Острое чувство слова проявлялось у Сахарова и в его интересе к каламбурам. В горьковские времена он получил записку с утешением: нет пророка в своем отечестве. Я тогда вспоминал два стиха из лагерной поэмы моих друзей:
Что ж, дайте срок, дождетеся пророка…
Пророку бы не дали только срока! —
и Андрей несколько раз повторил вслух эти строки, передвигая ударение каждый раз на другое место.
Были у него и куда более серьезные упреки Пушкину. За «Записку о народном воспитании» и стихотворения 31-го года, названные Вяземским «шинельными». Имперская позиция, по мнению Сахарова, как эстафетная палочка передавалась через поколения. От Пушкина и Тютчева до П. Л. Капицы.

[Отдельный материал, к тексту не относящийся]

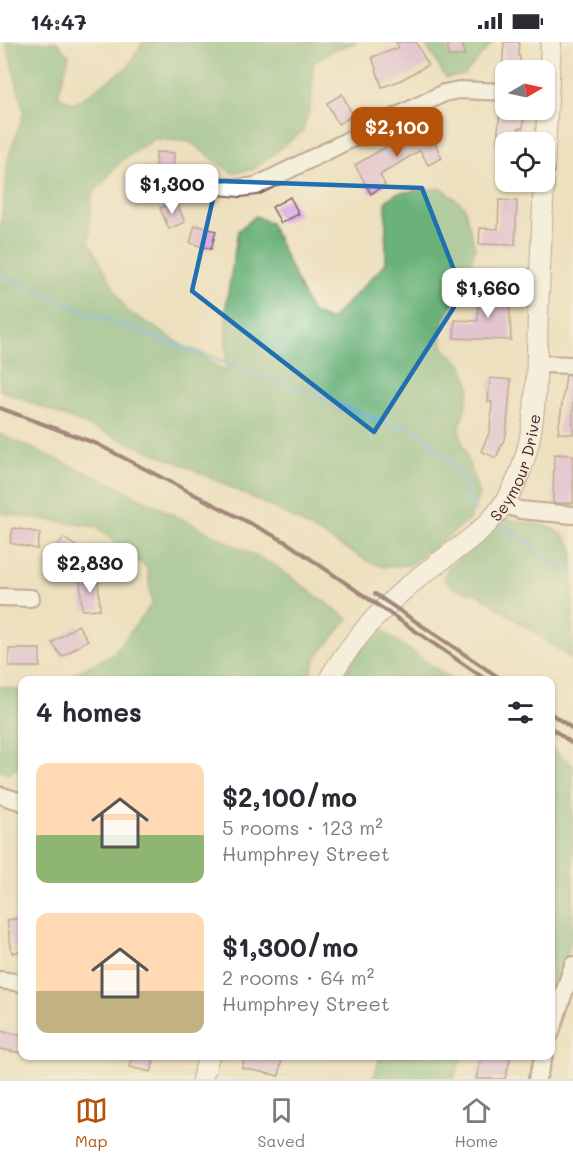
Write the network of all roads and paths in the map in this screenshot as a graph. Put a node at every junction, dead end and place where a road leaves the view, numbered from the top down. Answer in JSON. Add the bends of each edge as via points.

— Имперский дух им всем подгадил! Но они всегда с уважением говорили о противниках. Как и «бард британского империализма» Киплинг. Ведь баллада о Востоке и Западе написана про Афганистан, войну с которым Англия проиграла. А наши теперешние доморощенные киплинги только и умеют, что обливать врагов грязью и дерьмом. И все это в сочетании с глупой трусостью. Как в твоем рассказе о Шерлоке Холмсе[104].
А к антисемитизму у Сахарова была жесткая и абсолютно бескомпромиссная ненависть. Любое, даже косвенное или зачаточное его проявление вызывало мгновенный отпор. Тут и чувство юмора изменяло Андрею. Вскоре после начала работы Первого Съезда он спросил меня: видел ли я по телевизору Станкевича? Говорят, что у него очень похожая картавость. Так ли это? Ведь человек своего голоса по-настоящему не знает. Я брякнул, что картавят люди моей породы, а они со Станкевичем грассируют. И получил от Андрея форменную выволочку.